=== Available records ===
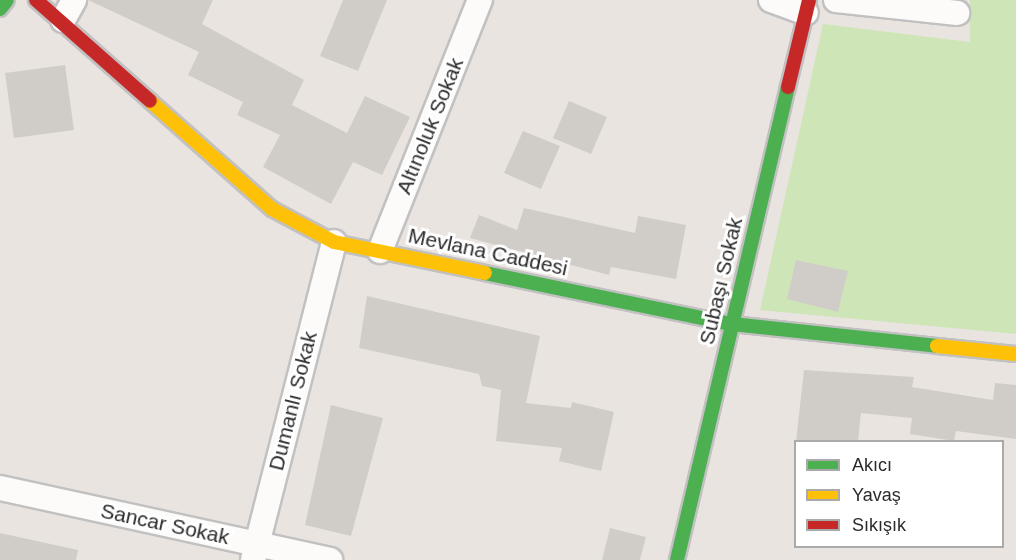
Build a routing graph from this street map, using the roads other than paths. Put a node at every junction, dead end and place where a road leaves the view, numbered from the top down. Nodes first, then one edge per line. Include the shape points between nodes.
1 (7, 0) edge
2 (36, 0) edge
3 (480, 0) edge
4 (771, 0) edge
5 (836, 0) edge
6 (808, 6) edge
7 (0, 9) edge
8 (68, 10) edge
9 (957, 13) dead end
10 (334, 242) junction
11 (380, 251) junction
12 (732, 324) junction
13 (1016, 354) edge
14 (0, 488) edge
15 (254, 552) edge
16 (330, 560) edge
17 (677, 560) edge

1 - 7 street
2 - 8 street, Mevlana Caddesi
3 - 11 street, Altınoluk Sokak
4 - 6 street
5 - 9 street
6 - 12 street, Subaşı Sokak
8 - 10 street, Mevlana Caddesi via 272,208
10 - 11 street, Mevlana Caddesi
10 - 15 street, Dumanlı Sokak
11 - 12 street, Mevlana Caddesi
12 - 13 street, Mevlana Caddesi
12 - 17 street, Subaşı Sokak
14 - 15 street, Sancar Sokak
15 - 16 street, Sancar Sokak

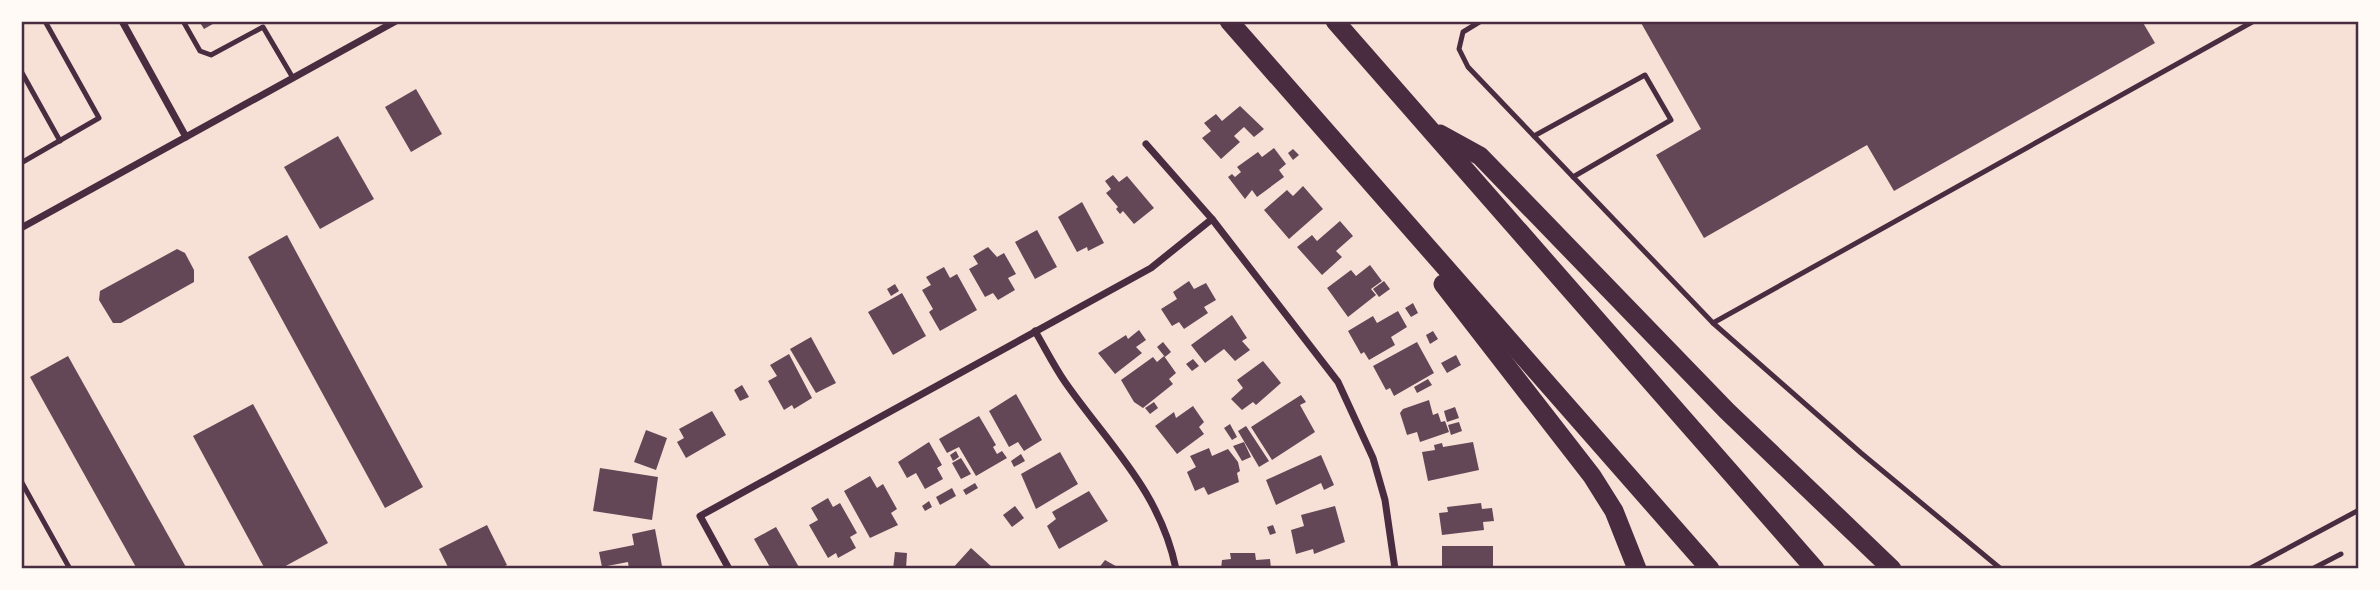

=== To do ===
Leave out the pictures and repeat everything else in the records exactly.

=== Response to this exercise ===
Build a routing graph from this street map, using the roads other than paths. Put a node at every junction, dead end and place where a road leaves the view, numbered from the top down. Nodes first, then one edge per line. Include the shape points between nodes.
1 (7, 0) edge
2 (36, 0) edge
3 (480, 0) edge
4 (771, 0) edge
5 (836, 0) edge
6 (808, 6) edge
7 (0, 9) edge
8 (68, 10) edge
9 (957, 13) dead end
10 (334, 242) junction
11 (380, 251) junction
12 (732, 324) junction
13 (1016, 354) edge
14 (0, 488) edge
15 (254, 552) edge
16 (330, 560) edge
17 (677, 560) edge

1 - 7 street
2 - 8 street, Mevlana Caddesi
3 - 11 street, Altınoluk Sokak
4 - 6 street
5 - 9 street
6 - 12 street, Subaşı Sokak
8 - 10 street, Mevlana Caddesi via 272,208
10 - 11 street, Mevlana Caddesi
10 - 15 street, Dumanlı Sokak
11 - 12 street, Mevlana Caddesi
12 - 13 street, Mevlana Caddesi
12 - 17 street, Subaşı Sokak
14 - 15 street, Sancar Sokak
15 - 16 street, Sancar Sokak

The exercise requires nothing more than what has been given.